Es bien sabido que el teatro del mundo suele presentar más escenas inverosímiles que los que se especializan en ficciones. Sobre todo, por supuesto, cuando los actores son políticos e intentan suplir con solemnidad lo que el guion no tiene de seriedad.
Una escena de estas la pudimos ver esta semana en el Congreso. Un grupo de congresistas de diversas bancadas apareció rodeando a los ex legisladores Alberto Borea y Javier Valle Riestra mientras presentaban las sesenta mil firmas que han juntado para una iniciativa legislativa que busca declarar nula la Constitución de 1993 y hacer una nueva “sobre la base de la Constitución de 1979”. La razón: la Constitución de 1993 sería “apócrifa”, como la llama, por ejemplo, el señor Valle Riestra, debido a que fue concebida cuando el país estaba sometido a una dictadura, por lo que la que valdría sería la Constitución de 1979, esta sí democrática. Estaríamos, pues, ante un asunto de defensa de limpieza de las credenciales democráticas nacionales, las mismas que se ven manchadas si una Constitución que es “hija de una dictadura” es la que nos rige.
El elefante en la sala, desde luego, era que la Constitución de 1979 también se aprobó bajo una dictadura, además de con todos los medios de prensa confiscados. Una dictadura, naturalmente, tan inconstitucional y abusiva como la del presidente Fujimori y que, a diferencia de este, ni siquiera podía argumentar haber al menos llegado al poder por efecto del voto popular. Como se sabe, fue con la pura fuerza de sus tanques que el general Velasco depuso al presidente constitucional Fernando Belaunde en 1968, dando inicio al Gobierno Revolucionario de las Fuerzas Armadas (algo que hace muy curioso, incidentalmente, que varios de los defensores del retorno “democrático” a la Constitución de 1979 señalen como argumento adicional que en 1993 había un Estado de Emergencia que ponía el territorio nacional bajo el control “político-militar” de las Fuerzas Armadas: en 1979 no se necesitaba de ese estado para que el territorio nacional estuviese bajo este control). No fue en vano, en fin, que el partido del derrocado presidente Belaunde, Acción Popular, se negara a participar de la Asamblea Constituyente de 1979.
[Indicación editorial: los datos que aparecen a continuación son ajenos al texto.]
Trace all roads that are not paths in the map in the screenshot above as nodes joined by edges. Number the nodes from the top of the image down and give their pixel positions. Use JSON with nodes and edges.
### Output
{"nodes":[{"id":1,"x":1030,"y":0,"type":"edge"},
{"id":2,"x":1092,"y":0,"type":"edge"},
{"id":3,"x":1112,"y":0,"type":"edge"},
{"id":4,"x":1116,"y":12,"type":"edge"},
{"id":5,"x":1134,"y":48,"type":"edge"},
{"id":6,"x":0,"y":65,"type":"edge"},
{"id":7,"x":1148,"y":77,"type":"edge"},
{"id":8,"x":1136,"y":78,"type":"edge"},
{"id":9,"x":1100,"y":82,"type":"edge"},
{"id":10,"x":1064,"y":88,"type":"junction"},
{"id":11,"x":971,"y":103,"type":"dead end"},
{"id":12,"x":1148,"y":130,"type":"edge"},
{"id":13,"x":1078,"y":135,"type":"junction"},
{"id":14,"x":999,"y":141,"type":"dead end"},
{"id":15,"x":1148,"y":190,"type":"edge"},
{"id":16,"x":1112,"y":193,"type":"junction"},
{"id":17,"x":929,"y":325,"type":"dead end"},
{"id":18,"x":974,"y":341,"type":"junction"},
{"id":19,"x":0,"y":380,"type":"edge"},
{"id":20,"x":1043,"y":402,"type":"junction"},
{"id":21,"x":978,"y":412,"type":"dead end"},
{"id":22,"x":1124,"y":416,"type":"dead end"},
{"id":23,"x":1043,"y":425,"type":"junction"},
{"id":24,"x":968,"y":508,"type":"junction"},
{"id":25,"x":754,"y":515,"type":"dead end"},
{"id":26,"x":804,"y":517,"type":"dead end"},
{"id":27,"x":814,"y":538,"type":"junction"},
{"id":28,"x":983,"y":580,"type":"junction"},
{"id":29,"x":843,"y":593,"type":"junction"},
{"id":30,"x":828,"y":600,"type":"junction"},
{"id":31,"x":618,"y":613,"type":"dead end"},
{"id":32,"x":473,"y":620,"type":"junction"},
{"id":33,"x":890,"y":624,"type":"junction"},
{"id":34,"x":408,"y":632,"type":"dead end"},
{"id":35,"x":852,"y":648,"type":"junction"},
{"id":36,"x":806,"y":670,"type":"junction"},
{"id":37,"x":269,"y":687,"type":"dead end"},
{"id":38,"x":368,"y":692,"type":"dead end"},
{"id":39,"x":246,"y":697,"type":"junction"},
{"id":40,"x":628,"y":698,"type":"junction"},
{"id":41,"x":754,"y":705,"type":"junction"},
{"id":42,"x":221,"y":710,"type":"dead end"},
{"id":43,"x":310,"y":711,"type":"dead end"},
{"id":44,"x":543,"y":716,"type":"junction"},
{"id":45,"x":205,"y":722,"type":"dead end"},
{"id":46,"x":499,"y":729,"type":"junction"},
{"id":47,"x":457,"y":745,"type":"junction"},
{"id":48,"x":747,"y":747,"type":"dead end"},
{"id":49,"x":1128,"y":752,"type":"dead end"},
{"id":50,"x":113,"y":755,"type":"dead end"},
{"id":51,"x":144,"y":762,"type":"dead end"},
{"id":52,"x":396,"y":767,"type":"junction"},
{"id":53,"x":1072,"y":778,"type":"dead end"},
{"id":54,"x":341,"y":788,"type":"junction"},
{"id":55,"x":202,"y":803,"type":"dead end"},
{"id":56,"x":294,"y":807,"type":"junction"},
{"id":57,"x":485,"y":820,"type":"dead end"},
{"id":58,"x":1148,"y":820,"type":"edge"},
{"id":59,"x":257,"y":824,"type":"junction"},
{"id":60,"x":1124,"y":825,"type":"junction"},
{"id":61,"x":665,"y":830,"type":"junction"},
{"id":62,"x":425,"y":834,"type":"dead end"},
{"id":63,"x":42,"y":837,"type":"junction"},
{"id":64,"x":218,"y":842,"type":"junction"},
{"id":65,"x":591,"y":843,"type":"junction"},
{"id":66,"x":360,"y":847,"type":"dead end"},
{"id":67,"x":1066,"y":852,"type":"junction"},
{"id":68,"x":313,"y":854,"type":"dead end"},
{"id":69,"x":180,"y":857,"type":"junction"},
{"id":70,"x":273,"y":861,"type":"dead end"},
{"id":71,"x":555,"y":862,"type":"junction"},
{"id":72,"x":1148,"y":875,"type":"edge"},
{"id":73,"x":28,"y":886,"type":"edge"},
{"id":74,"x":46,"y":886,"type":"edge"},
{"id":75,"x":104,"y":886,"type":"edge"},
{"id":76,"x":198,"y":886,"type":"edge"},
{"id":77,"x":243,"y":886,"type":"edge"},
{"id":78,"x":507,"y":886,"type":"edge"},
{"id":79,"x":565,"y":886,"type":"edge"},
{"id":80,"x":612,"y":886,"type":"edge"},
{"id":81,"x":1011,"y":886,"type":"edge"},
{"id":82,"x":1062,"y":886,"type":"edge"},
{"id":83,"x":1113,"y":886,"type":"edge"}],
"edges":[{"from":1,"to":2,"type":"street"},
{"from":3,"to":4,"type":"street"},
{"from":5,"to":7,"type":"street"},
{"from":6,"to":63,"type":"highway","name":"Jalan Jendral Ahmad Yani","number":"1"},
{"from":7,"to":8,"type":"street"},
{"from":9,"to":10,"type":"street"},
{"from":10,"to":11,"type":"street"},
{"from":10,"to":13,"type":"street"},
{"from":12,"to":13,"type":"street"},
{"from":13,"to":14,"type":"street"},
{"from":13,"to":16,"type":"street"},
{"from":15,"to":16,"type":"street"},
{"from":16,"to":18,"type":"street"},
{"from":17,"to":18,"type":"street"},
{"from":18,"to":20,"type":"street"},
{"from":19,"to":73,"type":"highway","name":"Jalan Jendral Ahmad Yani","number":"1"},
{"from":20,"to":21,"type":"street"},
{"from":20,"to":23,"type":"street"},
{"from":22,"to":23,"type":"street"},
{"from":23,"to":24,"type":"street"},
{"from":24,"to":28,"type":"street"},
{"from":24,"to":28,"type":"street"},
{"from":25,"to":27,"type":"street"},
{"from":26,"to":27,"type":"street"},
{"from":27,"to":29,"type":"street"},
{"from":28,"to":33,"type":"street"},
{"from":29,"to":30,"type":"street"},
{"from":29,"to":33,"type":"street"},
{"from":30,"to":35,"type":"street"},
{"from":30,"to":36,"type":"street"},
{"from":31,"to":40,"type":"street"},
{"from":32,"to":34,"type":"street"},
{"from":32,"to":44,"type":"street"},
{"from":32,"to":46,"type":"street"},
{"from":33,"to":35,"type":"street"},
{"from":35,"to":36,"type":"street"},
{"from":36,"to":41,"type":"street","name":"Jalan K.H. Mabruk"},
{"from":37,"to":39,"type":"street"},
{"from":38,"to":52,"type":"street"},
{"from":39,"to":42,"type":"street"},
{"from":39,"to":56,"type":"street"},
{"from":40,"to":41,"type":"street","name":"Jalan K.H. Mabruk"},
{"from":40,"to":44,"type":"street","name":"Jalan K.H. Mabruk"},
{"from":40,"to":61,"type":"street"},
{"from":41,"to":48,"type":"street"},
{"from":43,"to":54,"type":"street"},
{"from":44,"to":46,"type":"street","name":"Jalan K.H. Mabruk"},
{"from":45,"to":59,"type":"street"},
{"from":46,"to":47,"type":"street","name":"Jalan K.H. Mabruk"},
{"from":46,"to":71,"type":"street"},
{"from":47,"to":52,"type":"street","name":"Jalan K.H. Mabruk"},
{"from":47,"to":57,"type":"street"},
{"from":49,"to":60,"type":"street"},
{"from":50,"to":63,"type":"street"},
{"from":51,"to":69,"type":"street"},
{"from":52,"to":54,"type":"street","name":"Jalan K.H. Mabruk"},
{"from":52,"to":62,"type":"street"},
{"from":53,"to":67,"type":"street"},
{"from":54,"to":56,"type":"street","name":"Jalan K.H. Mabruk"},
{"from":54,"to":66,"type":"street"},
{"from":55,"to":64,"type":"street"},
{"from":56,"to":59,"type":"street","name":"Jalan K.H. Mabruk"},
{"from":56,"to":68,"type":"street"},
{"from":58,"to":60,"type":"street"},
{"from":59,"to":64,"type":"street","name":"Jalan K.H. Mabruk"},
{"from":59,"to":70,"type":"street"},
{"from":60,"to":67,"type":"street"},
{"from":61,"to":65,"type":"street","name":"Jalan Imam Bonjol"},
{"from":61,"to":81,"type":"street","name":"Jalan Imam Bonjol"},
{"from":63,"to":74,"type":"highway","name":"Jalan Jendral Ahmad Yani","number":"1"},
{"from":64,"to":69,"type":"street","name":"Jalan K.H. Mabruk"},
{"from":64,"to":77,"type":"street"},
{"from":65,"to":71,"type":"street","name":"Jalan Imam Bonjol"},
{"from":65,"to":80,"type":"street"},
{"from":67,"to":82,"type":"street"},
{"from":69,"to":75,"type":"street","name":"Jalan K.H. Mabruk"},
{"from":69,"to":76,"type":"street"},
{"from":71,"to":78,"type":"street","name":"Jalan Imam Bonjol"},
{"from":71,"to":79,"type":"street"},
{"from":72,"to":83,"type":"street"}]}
El gobierno militar, por otra parte, no fue únicamente el “contexto” en que se dio la Constitución de 1979. La dictadura dictó a la asamblea los márgenes de contenido a los que tendría que ajustarse el texto constitucional. El Decreto Ley N° 21949, del 4 de Octubre de 1977, con el que el Gobierno Revolucionario convocó a la asamblea, es muy claro en este sentido. El decreto comienza diciendo que llama a la asamblea “considerando que es necesario institucionalizar las transformaciones estructurales que se vienen llevando a cabo desde el 3 de octubre de 1968 [es decir, el día del golpe del General Velasco]” para acto seguido pasar a ordenar, en su artículo segundo, lo siguiente: “La Asamblea Constituyente tendrá como exclusiva finalidad la dación de la nueva Constitución Política del Estado, la que contendrá, esencialmente, entre otras, las disposiciones que institucionalicen las transformaciones estructurales que viene llevando a cabo el Gobierno Revolucionario de las Fuerzas Armadas”. Una directiva, por lo demás, que la asamblea respetó bastante bien al no revertir ni una sola de las confiscaciones que había llevado a cabo el Gobierno Revolucionario y al establecer en un capítulo económico que mantenía bastante intacta la visión estatista de las calamitosas reformas emprendidas por la dictadura.
Así pues, los promotores de esta iniciativa legislativa están contradiciendo con ella a la misma lógica en la que dicen sustentarla. Si la idea es que para ser democrática una Constitución no solo debe tener un contenido que lo sea y haber sido aprobada por el pueblo, sino además haberse dado durante un régimen democrático, entonces nuestra última Constitución democrática no fue la de 1979 (aprobada bajo una dictadura) sino la de 1933. Es decir, la que rigió hasta que fue derogada por las armas en el golpe de 1968. Aunque, claro, también podría argumentarse la necesidad de ir más atrás…
Nada de esto, por cierto, quiere decir que no se deban introducir cambios a la Constitución de 1993 (cumpliendo, claro está, con las mayorías que ella determina para su modificación). De hecho, la necesidad de algunos de estos cambios – como el de la bicameralidad- es sostenida por este Diario.
Lo que sí queremos decir es que quienes quisieran cambiar la Constitución de 1993 por la de 1979, necesitan encontrarse una mejor excusa. La “democrática” no sirve, porque es mentira.